TALLIN, ESTONIA - 21.03.05 (RK) -- Los países
bálticos están iniciando un cambio histórico. El primer síntoma público fue el gran acto popular organizado por el
gobierno de Letonia en homenaje a los soldados nacionalistas caídos en la lucha contra el
comunismo en la Segunda Guerra Mundial.
Rusia, que invadió
y esclavizó a la región durante décadas, protestó por este evento por considerarlo
"ofensivo" contra su nación. Quizás Vladimir Putin pensó que ejerciendo un
poco de presión podría doblegar la voluntad de ese país. Pero recibió la respuesta
lapidaria de la presidenta letona, Vaira
Vike-Freiberga, quien se negó a participar de la "celebración" por la derrota
del Eje el próximo 9 de mayo. Y luego, casi en forma inmediata, llegó el segundo
golpe al Kremlin, cuando los mandatarios de Estonia y Lituania informaron que tampoco
concurrirían a la capital rusa en esa fecha por los mismos motivos que Letonia, es decir,
porque consideran que la victoria de la URSS y sus aliados occidentales fue el inicio de
un genocidio y no de una "liberación".
La diplomacía moscovita se enfureció y
el presidente del Parlamento Federal de Rusia, Sergei Mironov, dijo a fines de la semana
pasada que los países bálticos están cometiendo "un error histórico" por
apartarse de la visión oficial de los hechos impuesta por los Aliados en 1945.
Pero estas amenazas no parecen
surtir efecto alguno, y el proceso de cambio se acelera día a día.
El gobierno de Letonia no
sólo auspició la marcha del jueves último. En enero de este año ya había publicado un
libro denominado "Historia de Letonia: Siglo XX", en la cual resalta el papel de
los hombres de las Waffen SS como "Héroes Nacionales", y llama a
aquellos que apoyaron al Ejército Rojo "traidores a la Patria". Esta obra fue
acogida muy bien por la población, y de hecho esto es lo que se le enseña a los niños
letones en todos los colegios. Israel intentó inmiscuirse en el asunto exigiendo que se
modifiquen los manuales escolares, pero Riga rechazó de plano la demanda, considerando
que era una inadmisible injerencia extranjera en una cuestión nacional.
Por
su parte, Estonia prepara otro acto revisionista para el 8 de mayo. Un
día antes de que los rusos celebren "con vodka y pescado la invasión criminal a
las naciones bálticas", tal como explicó Vike-Freiberga, el país inaugurará
oficialmente un monumento en homenaje a las tropas del Eje. Está emplazado en la
ciudad de Tallin, capital de Estonia. Existe otro monumento, puesto por los comunistas
para recordar a los bolcheviques, que es objeto de permanentes actos de repudio por parte
de la población, por lo que no se descarta su pronta remoción.
Lituania parece seguir el
mismo camino de sus vecinos, y la muestra reside en la comentada declinación a
la invitación de Putin de viajar a Moscú.

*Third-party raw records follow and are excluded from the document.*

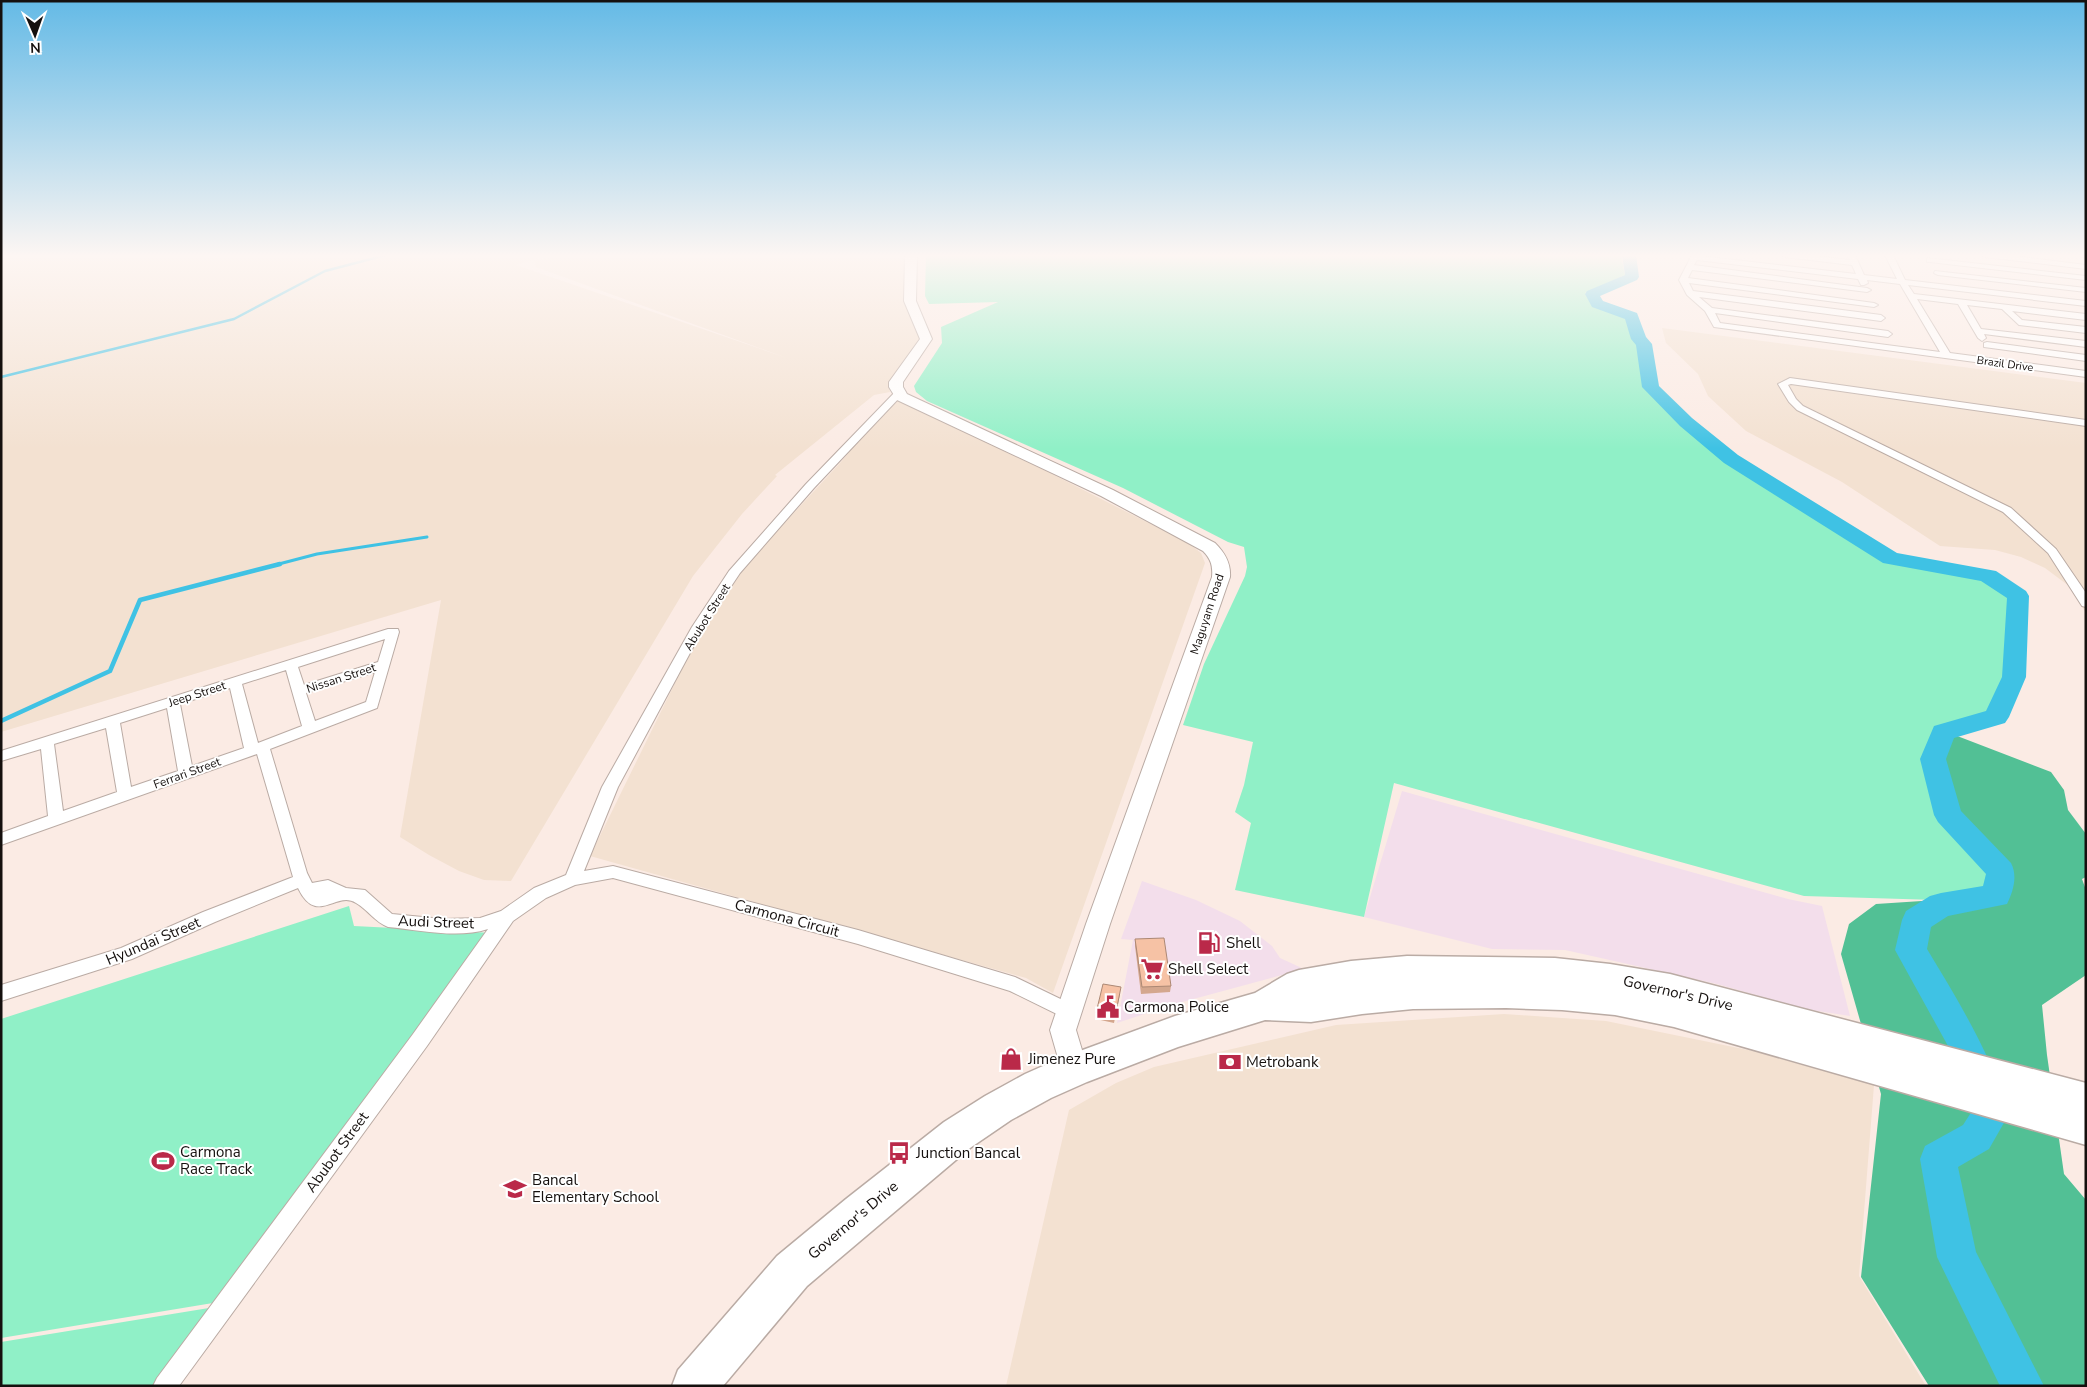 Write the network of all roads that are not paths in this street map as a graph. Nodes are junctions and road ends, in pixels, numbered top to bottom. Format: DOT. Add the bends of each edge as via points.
graph roads {
  1 [pos="918,320"];
  2 [pos="1714,320"];
  3 [pos="1781,320"];
  4 [pos="1882,320"];
  5 [pos="1925,320"];
  6 [pos="1971,320"];
  7 [pos="2017,320"];
  8 [pos="2086,330"];
  9 [pos="1978,331"];
  10 [pos="1888,334"];
  11 [pos="2086,344"];
  12 [pos="1986,345"];
  13 [pos="1895,349"];
  14 [pos="1947,356"];
  15 [pos="2086,358"];
  16 [pos="1995,362"];
  17 [pos="2086,374"];
  18 [pos="899,393"];
  19 [pos="2086,423"];
  20 [pos="2086,604"];
  21 [pos="291,665"];
  22 [pos="383,665"];
  23 [pos="235,682"];
  24 [pos="299,691"];
  25 [pos="173,702"];
  26 [pos="112,721"];
  27 [pos="310,728"];
  28 [pos="47,742"];
  29 [pos="257,748"];
  30 [pos="1,756"];
  31 [pos="186,774"];
  32 [pos="125,796"];
  33 [pos="56,820"];
  34 [pos="1,839"];
  35 [pos="572,879"];
  36 [pos="304,885"];
  37 [pos="508,916"];
  38 [pos="1,994"];
  39 [pos="1069,1012"];
  40 [pos="1873,1054"];
  41 [pos="1074,1070"];
  42 [pos="2086,1100"];
  43 [pos="2086,1127"];
  44 [pos="165,1386"];
  45 [pos="694,1386"];
  1 -- 18 [label="main road" via="926,339 898,377 896,388"];
  2 -- 13 [label="street, Brazil Drive" via="1717,325"];
  3 -- 10 [label="street"];
  4 -- 10 [label="street"];
  5 -- 14 [label="street"];
  6 -- 9 [label="street"];
  7 -- 8 [label="street"];
  9 -- 11 [label="street"];
  9 -- 12 [label="street"];
  10 -- 13 [label="street"];
  12 -- 15 [label="street"];
  12 -- 16 [label="street"];
  13 -- 14 [label="street, Brazil Drive"];
  14 -- 16 [label="street, Brazil Drive"];
  16 -- 17 [label="street, Brazil Drive"];
  18 -- 35 [label="street, Abubot Street" via="735,571 698,627 610,787"];
  18 -- 39 [label="main road, Maguyam Road" via="1122,500 1209,547 1218,555 1221,564 1221,577"];
  19 -- 20 [label="street" via="1790,381 1783,384 1800,408 2007,510 2052,551"];
  21 -- 22 [label="street, Jeep Street" via="393,632"];
  21 -- 23 [label="street, Jeep Street"];
  21 -- 24 [label="street"];
  22 -- 24 [label="street, Nissan Street"];
  22 -- 27 [label="street, Ferrari Street" via="372,705"];
  23 -- 25 [label="street, Jeep Street"];
  23 -- 29 [label="street"];
  24 -- 27 [label="street"];
  25 -- 26 [label="street, Jeep Street"];
  25 -- 31 [label="street"];
  26 -- 28 [label="street, Jeep Street"];
  26 -- 32 [label="street"];
  27 -- 29 [label="street, Ferrari Street"];
  28 -- 30 [label="street, Jeep Street"];
  28 -- 33 [label="street"];
  29 -- 31 [label="street, Ferrari Street"];
  29 -- 36 [label="street"];
  31 -- 32 [label="street, Ferrari Street"];
  32 -- 33 [label="street, Ferrari Street"];
  33 -- 34 [label="street, Ferrari Street"];
  35 -- 37 [label="street, Carmona Circuit" via="540,893"];
  35 -- 39 [label="street, Carmona Circuit" via="613,872 858,936 1015,985"];
  36 -- 37 [label="street, Audi Street" via="319,901 343,894 359,895 388,920 443,926 480,924"];
  36 -- 38 [label="street, Hyundai Street" via="208,917 126,954"];
  37 -- 44 [label="street, Abubot Street"];
  39 -- 41 [label="main road, Maguyam Road" via="1063,1030"];
  40 -- 41 [label="highway, Governor's Drive" via="1615,1000 1515,993 1414,994 1362,998 1311,1008 1265,1005 1175,1032"];
  40 -- 42 [label="highway, Governor's Drive"];
  40 -- 43 [label="highway, Governor's Drive"];
  41 -- 45 [label="highway, Governor's Drive" via="1006,1104 957,1135 860,1213 792,1271"];
} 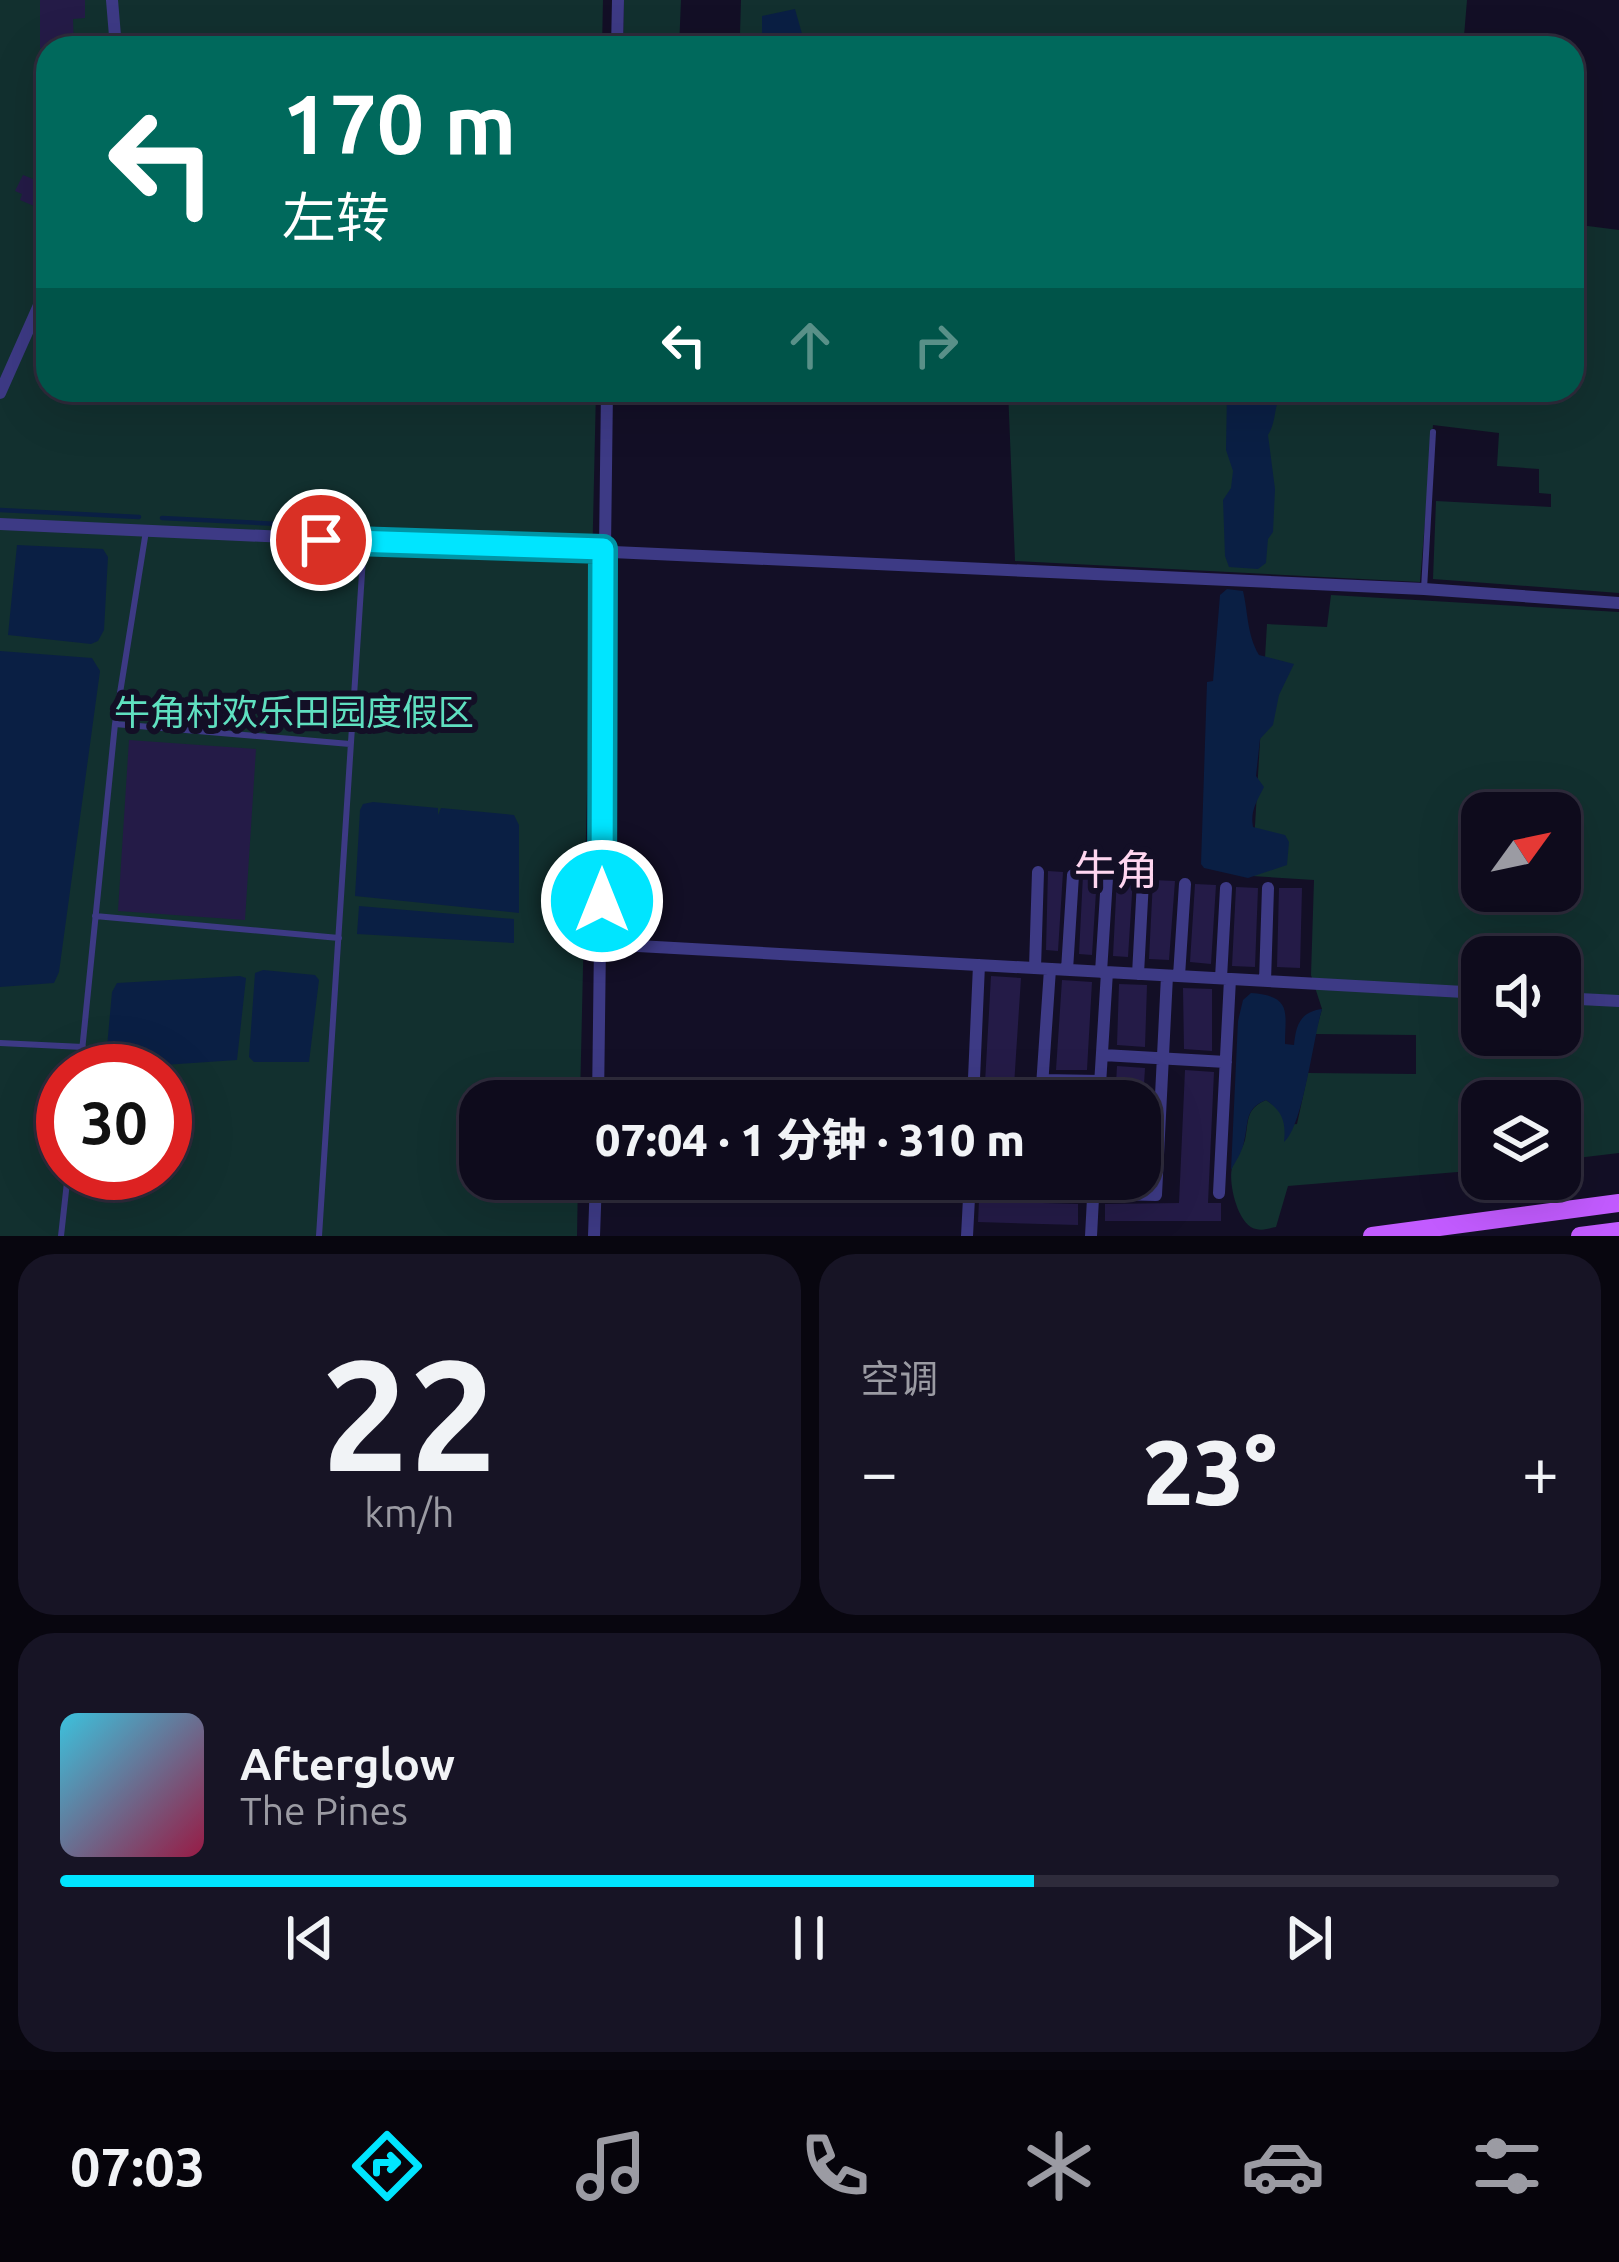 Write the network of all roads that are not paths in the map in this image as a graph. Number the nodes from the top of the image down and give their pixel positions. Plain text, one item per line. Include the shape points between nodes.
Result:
1 (112, 0) edge
2 (618, 0) edge
3 (115, 36) edge
4 (617, 36) edge
5 (36, 312) edge
6 (0, 393) edge
7 (607, 402) edge
8 (1433, 432) dead end
9 (0, 524) edge
10 (146, 531) junction
11 (364, 542) junction
12 (603, 549) junction
13 (1424, 589) junction
14 (1619, 603) edge
15 (116, 724) junction
16 (350, 744) junction
17 (1038, 872) dead end
18 (1073, 874) dead end
19 (1107, 878) dead end
20 (1143, 881) dead end
21 (1185, 884) dead end
22 (1226, 888) dead end
23 (1268, 888) dead end
24 (95, 916) junction
25 (339, 938) junction
26 (602, 944) junction
27 (979, 965) junction
28 (1034, 968) junction
29 (1050, 969) junction
30 (1067, 970) junction
31 (1104, 972) junction
32 (1138, 974) junction
33 (1173, 976) junction
34 (1226, 978) junction
35 (1265, 981) junction
36 (1461, 992) edge
37 (1581, 999) edge
38 (1619, 1001) edge
39 (0, 1043) edge
40 (82, 1044) edge
41 (36, 1045) edge
42 (1103, 1055) junction
43 (1163, 1058) junction
44 (1226, 1062) junction
45 (599, 1080) edge
46 (974, 1080) edge
47 (1042, 1080) edge
48 (1100, 1080) edge
49 (1161, 1097) edge
50 (1219, 1193) dead end
51 (65, 1200) edge
52 (595, 1200) edge
53 (969, 1200) edge
54 (1093, 1200) edge
55 (1619, 1203) edge
56 (1619, 1231) edge
57 (61, 1236) edge
58 (320, 1236) edge
59 (594, 1236) edge
60 (967, 1236) edge
61 (1091, 1236) edge
62 (1372, 1236) edge
63 (1580, 1236) edge

1 - 3 street
2 - 4 street
5 - 6 street
7 - 12 street
8 - 13 lane
9 - 10 street
10 - 11 street
10 - 15 lane
11 - 12 street
11 - 16 lane
12 - 13 street
12 - 26 street
13 - 14 street
15 - 16 lane
15 - 24 lane
16 - 25 lane
17 - 28 street
18 - 30 street
19 - 31 street
20 - 32 street
21 - 33 street
22 - 34 street
23 - 35 street
24 - 25 lane
24 - 40 lane
25 - 58 lane
26 - 27 street
26 - 45 street
27 - 28 street
27 - 46 street
28 - 29 street
29 - 30 street
29 - 47 street
30 - 31 street
31 - 32 street
31 - 42 street
32 - 33 street
33 - 34 street
33 - 43 street
34 - 35 street
34 - 44 street
35 - 36 street
37 - 38 street
39 - 41 lane
42 - 43 street
42 - 48 street
43 - 44 street
43 - 49 street
44 - 50 street
51 - 57 lane
52 - 59 street
53 - 60 street
54 - 61 street
55 - 62 main road
56 - 63 main road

Muchos acusan al gobierno de Letonia
de haber generado todo. Pero la realidad es que los pueblos bálticos siempre abrigaron en
sus corazones estos ideales y convicciones, y bastó que alguien se decidiera a dar el
primer paso para empezar a marchar. El eje Letonia-Estonia-Lituania forma parte
desde hace pocos meses de la Unión Europea, y ya hay ciertos analistas que ven con
preocupación su posible influencia en la coalisión, lo que sumado a sus crecientes lazos
y contactos con el resto de los movimientos patriotas del continente, puede hacer peligrar
y tambalear la tiranía del pensamiento único impuesta hasta el presente por el sistema.